Currently, physicians can choose from a limited set of diagnoses or estimate the risk to their patients on the basis of their symptomatic history and the available genetic information. In the future, machine learning tools will be able to leverage patient medical history to generate multiple treatment options.
We’re also going to see more devices and biosensors with advanced health measurement capabilities appear on the market. They will allow for data to become readily available for ML-based technologies.
Smart health records
Maintaining and updating health records is a time-consuming and expensive process. It’s true that technology has played an essential role in facilitating the data entry process. However, the majority of processes still take a lot of time to complete because they need to be done manually.
This is where machine learning applications in healthcare comes in. It promises to save time, money, and effort. For example, document classification methods that use vector machines and machine learning-based OCR recognition are now appearing on the market.
An example of that is Google Cloud Vision API or Matlab machine learning-based handwriting recognition technology. Various institutions are now developing the next generation of smart health records that will incorporate ML tools from the ground up to help in the clinical treatment suggestions and diagnosis.
Research and clinical trials
Another area that stands to benefit a lot from machine learning is the field of clinical trials and research. Clinical trials are very expensive and take even years to complete. By applying ML-based predictive analytics to identify potential clinical trial candidates, researchers can narrow down their pool from a wide range of data points such as social media, previous doctor visits, and others.
Another way to use machine learning in this context is for real-time monitoring of the trial participants. Such tools can also help researchers to find the best sample size to be tested and take advantage of electronic records to reduce database errors.
Data crowdsourcing
The medical field has recently discovered crowdsourcing, and today researchers and practitioners use the technique to access massive amounts of data people upload (based on their consent).
Such live health data comes with great implications on how medicine will function in the future. Take this as an example. Apple’s Research Kit allows its users to access interactive applications that apply ML-based facial recognition to treat Asperger’s and Parkinson’s disease.
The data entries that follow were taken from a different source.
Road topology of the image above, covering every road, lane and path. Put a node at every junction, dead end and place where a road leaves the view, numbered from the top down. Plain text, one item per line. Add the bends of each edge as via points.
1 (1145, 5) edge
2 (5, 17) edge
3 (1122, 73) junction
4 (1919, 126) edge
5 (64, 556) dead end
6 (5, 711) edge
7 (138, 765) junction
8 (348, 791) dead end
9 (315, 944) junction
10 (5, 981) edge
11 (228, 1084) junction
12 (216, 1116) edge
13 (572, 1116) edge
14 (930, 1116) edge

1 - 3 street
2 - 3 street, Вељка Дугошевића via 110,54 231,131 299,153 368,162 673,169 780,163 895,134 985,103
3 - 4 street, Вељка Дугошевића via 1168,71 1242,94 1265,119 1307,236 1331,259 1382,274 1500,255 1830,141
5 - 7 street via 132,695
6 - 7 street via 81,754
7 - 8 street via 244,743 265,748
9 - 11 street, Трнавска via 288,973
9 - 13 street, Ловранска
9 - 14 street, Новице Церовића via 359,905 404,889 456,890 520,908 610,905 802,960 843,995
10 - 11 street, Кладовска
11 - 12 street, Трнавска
Another interesting example is a recent collaboration of IBM with Metatron to create a tool that would decipher, accumulate, and share diabetes and insulin data in real-time based on crowdsourced information.
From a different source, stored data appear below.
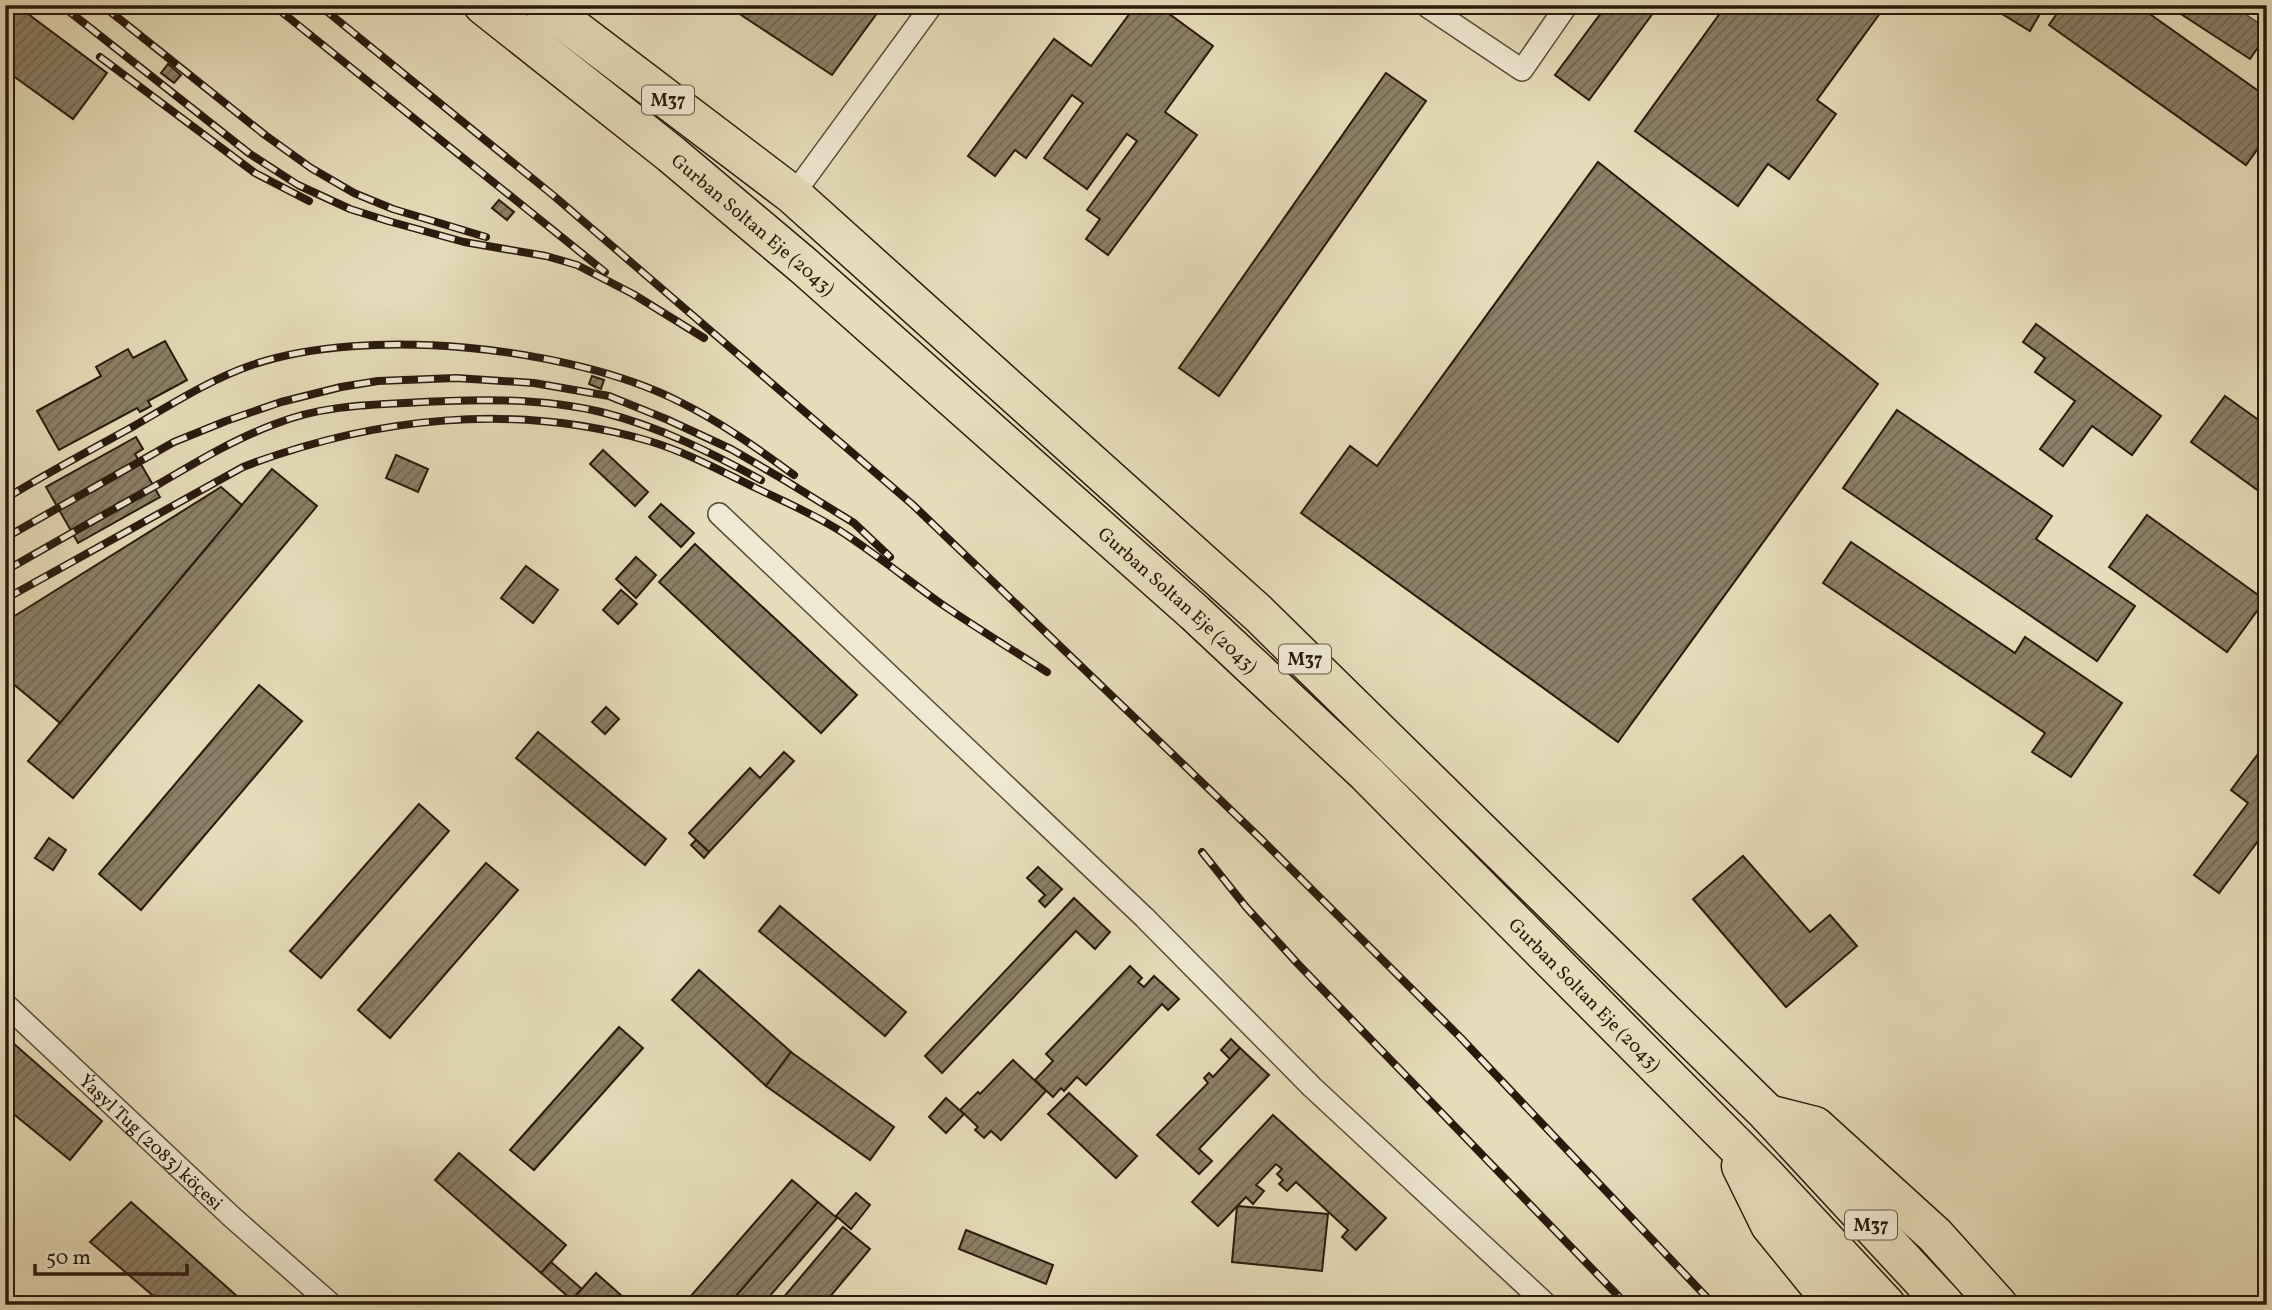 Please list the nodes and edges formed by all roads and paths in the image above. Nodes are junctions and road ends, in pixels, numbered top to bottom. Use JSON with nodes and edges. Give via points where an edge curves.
{"nodes":[{"id":1,"x":483,"y":5,"type":"edge"},
{"id":2,"x":543,"y":5,"type":"edge"},
{"id":3,"x":932,"y":5,"type":"edge"},
{"id":4,"x":1567,"y":5,"type":"edge"},
{"id":5,"x":2252,"y":5,"type":"edge"},
{"id":6,"x":1428,"y":7,"type":"dead end"},
{"id":7,"x":2267,"y":15,"type":"edge"},
{"id":8,"x":793,"y":195,"type":"junction"},
{"id":9,"x":719,"y":514,"type":"dead end"},
{"id":10,"x":5,"y":1004,"type":"edge"},
{"id":11,"x":1768,"y":1114,"type":"junction"},
{"id":12,"x":1726,"y":1136,"type":"junction"},
{"id":13,"x":331,"y":1305,"type":"edge"},
{"id":14,"x":1547,"y":1305,"type":"edge"},
{"id":15,"x":1835,"y":1305,"type":"edge"},
{"id":16,"x":1886,"y":1305,"type":"edge"},
{"id":17,"x":1945,"y":1305,"type":"edge"},
{"id":18,"x":1998,"y":1305,"type":"edge"}],
"edges":[{"from":1,"to":12,"type":"highway","name":"Gurban Soltan Eje (2043)","number":"M37","via":[[804,266],[1195,613],[1367,774]]},
{"from":2,"to":8,"type":"highway","number":"M37"},
{"from":3,"to":8,"type":"street"},
{"from":4,"to":6,"type":"street","via":[[1522,70]]},
{"from":5,"to":7,"type":"street"},
{"from":8,"to":11,"type":"highway","number":"M37","via":[[1258,613]]},
{"from":9,"to":14,"type":"street","via":[[1144,917],[1312,1087]]},
{"from":10,"to":13,"type":"street","name":"Ýaşyl Tug (2083) köçesi"},
{"from":11,"to":17,"type":"highway","number":"M37"},
{"from":11,"to":18,"type":"highway","via":[[1815,1126],[1935,1236]]},
{"from":12,"to":15,"type":"highway","via":[[1770,1225]]},
{"from":12,"to":16,"type":"highway","name":"Gurban Soltan Eje (2043)","number":"M37"}]}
Given the advances that are happening in the Internet of Things field, the healthcare industry might still be on its way to discovering new ways of using the data and improving the overall performance of diagnostics.
Outbreak prediction
Machine learning-based tools are now also being used to monitor and predict outbreaks around the world.
Did you know that BlueDot, a specialized tool for monitoring potential outbreaks, predicted the spread of the coronavirus before it has been officially announced?
Scientists can assess a massive amount of data today collected from real-time social media feeds, satellites, website information, and institutional records. Networks can help to make sense of this information and predict anything from malaria outbreaks to severe infectious diseases. Predicting such outbreaks is especially valuable for Third World countries that lack medical infrastructure and educational systems.
Machine learning applications in healthcare – conclusion
Artificial intelligence and machine learning will impact both physicians and hospitals in the near future. They’re going to play a critical role in clinical decision support, disease identification, and tailoring treatment plans to ensure the best outcomes possible.
We are also going to use machine learning-based tools to offer different treatment options, personalized treatments, and improving the overall efficiency of hospitals and healthcare systems while reducing the cost of care.